» Try it: Exact repetition is the task: copy every entry below.

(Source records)
● ● ● ● ●

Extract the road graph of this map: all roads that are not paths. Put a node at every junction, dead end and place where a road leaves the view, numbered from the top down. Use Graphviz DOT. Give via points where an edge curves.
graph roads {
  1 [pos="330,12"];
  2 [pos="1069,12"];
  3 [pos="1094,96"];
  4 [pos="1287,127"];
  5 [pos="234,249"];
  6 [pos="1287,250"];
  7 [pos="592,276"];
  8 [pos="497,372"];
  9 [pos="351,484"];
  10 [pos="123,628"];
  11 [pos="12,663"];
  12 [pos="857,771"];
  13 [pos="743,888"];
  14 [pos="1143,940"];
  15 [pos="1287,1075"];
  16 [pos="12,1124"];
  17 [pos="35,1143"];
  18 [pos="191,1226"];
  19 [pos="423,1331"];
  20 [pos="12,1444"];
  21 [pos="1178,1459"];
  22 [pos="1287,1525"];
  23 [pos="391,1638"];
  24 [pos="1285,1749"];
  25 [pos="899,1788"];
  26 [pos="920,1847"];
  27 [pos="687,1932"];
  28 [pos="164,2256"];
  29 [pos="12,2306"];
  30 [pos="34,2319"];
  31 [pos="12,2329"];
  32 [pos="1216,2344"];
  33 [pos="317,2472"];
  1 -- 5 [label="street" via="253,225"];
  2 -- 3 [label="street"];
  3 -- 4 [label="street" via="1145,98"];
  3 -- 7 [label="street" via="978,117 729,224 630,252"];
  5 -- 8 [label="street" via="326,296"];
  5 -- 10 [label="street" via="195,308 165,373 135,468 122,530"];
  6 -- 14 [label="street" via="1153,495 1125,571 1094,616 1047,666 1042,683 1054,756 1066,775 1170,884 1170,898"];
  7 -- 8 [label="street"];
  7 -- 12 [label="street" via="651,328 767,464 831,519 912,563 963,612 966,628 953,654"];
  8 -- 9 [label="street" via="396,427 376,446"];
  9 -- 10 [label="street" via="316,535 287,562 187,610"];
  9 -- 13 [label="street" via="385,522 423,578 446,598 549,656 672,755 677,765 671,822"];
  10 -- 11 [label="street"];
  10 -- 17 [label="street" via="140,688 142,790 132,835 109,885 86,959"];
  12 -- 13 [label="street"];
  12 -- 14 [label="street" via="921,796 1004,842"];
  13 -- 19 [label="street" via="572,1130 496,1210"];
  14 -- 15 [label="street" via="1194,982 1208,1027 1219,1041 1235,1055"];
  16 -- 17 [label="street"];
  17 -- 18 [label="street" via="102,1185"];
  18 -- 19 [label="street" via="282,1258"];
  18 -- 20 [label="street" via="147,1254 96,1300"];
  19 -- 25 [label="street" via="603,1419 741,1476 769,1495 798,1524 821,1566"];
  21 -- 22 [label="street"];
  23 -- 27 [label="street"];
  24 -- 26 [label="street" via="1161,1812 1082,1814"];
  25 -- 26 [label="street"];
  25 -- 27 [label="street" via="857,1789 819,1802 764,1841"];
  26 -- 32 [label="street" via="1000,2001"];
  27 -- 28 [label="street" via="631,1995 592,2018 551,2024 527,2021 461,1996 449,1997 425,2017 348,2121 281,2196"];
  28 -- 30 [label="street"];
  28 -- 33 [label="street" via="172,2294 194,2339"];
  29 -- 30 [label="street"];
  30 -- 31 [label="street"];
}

● ● ● ● ●

» Response area:
Extract the road graph of this map: all roads that are not paths. Put a node at every junction, dead end and place where a road leaves the view, numbered from the top down. Use Graphviz DOT. Give via points where an edge curves.
graph roads {
  1 [pos="330,12"];
  2 [pos="1069,12"];
  3 [pos="1094,96"];
  4 [pos="1287,127"];
  5 [pos="234,249"];
  6 [pos="1287,250"];
  7 [pos="592,276"];
  8 [pos="497,372"];
  9 [pos="351,484"];
  10 [pos="123,628"];
  11 [pos="12,663"];
  12 [pos="857,771"];
  13 [pos="743,888"];
  14 [pos="1143,940"];
  15 [pos="1287,1075"];
  16 [pos="12,1124"];
  17 [pos="35,1143"];
  18 [pos="191,1226"];
  19 [pos="423,1331"];
  20 [pos="12,1444"];
  21 [pos="1178,1459"];
  22 [pos="1287,1525"];
  23 [pos="391,1638"];
  24 [pos="1285,1749"];
  25 [pos="899,1788"];
  26 [pos="920,1847"];
  27 [pos="687,1932"];
  28 [pos="164,2256"];
  29 [pos="12,2306"];
  30 [pos="34,2319"];
  31 [pos="12,2329"];
  32 [pos="1216,2344"];
  33 [pos="317,2472"];
  1 -- 5 [label="street" via="253,225"];
  2 -- 3 [label="street"];
  3 -- 4 [label="street" via="1145,98"];
  3 -- 7 [label="street" via="978,117 729,224 630,252"];
  5 -- 8 [label="street" via="326,296"];
  5 -- 10 [label="street" via="195,308 165,373 135,468 122,530"];
  6 -- 14 [label="street" via="1153,495 1125,571 1094,616 1047,666 1042,683 1054,756 1066,775 1170,884 1170,898"];
  7 -- 8 [label="street"];
  7 -- 12 [label="street" via="651,328 767,464 831,519 912,563 963,612 966,628 953,654"];
  8 -- 9 [label="street" via="396,427 376,446"];
  9 -- 10 [label="street" via="316,535 287,562 187,610"];
  9 -- 13 [label="street" via="385,522 423,578 446,598 549,656 672,755 677,765 671,822"];
  10 -- 11 [label="street"];
  10 -- 17 [label="street" via="140,688 142,790 132,835 109,885 86,959"];
  12 -- 13 [label="street"];
  12 -- 14 [label="street" via="921,796 1004,842"];
  13 -- 19 [label="street" via="572,1130 496,1210"];
  14 -- 15 [label="street" via="1194,982 1208,1027 1219,1041 1235,1055"];
  16 -- 17 [label="street"];
  17 -- 18 [label="street" via="102,1185"];
  18 -- 19 [label="street" via="282,1258"];
  18 -- 20 [label="street" via="147,1254 96,1300"];
  19 -- 25 [label="street" via="603,1419 741,1476 769,1495 798,1524 821,1566"];
  21 -- 22 [label="street"];
  23 -- 27 [label="street"];
  24 -- 26 [label="street" via="1161,1812 1082,1814"];
  25 -- 26 [label="street"];
  25 -- 27 [label="street" via="857,1789 819,1802 764,1841"];
  26 -- 32 [label="street" via="1000,2001"];
  27 -- 28 [label="street" via="631,1995 592,2018 551,2024 527,2021 461,1996 449,1997 425,2017 348,2121 281,2196"];
  28 -- 30 [label="street"];
  28 -- 33 [label="street" via="172,2294 194,2339"];
  29 -- 30 [label="street"];
  30 -- 31 [label="street"];
}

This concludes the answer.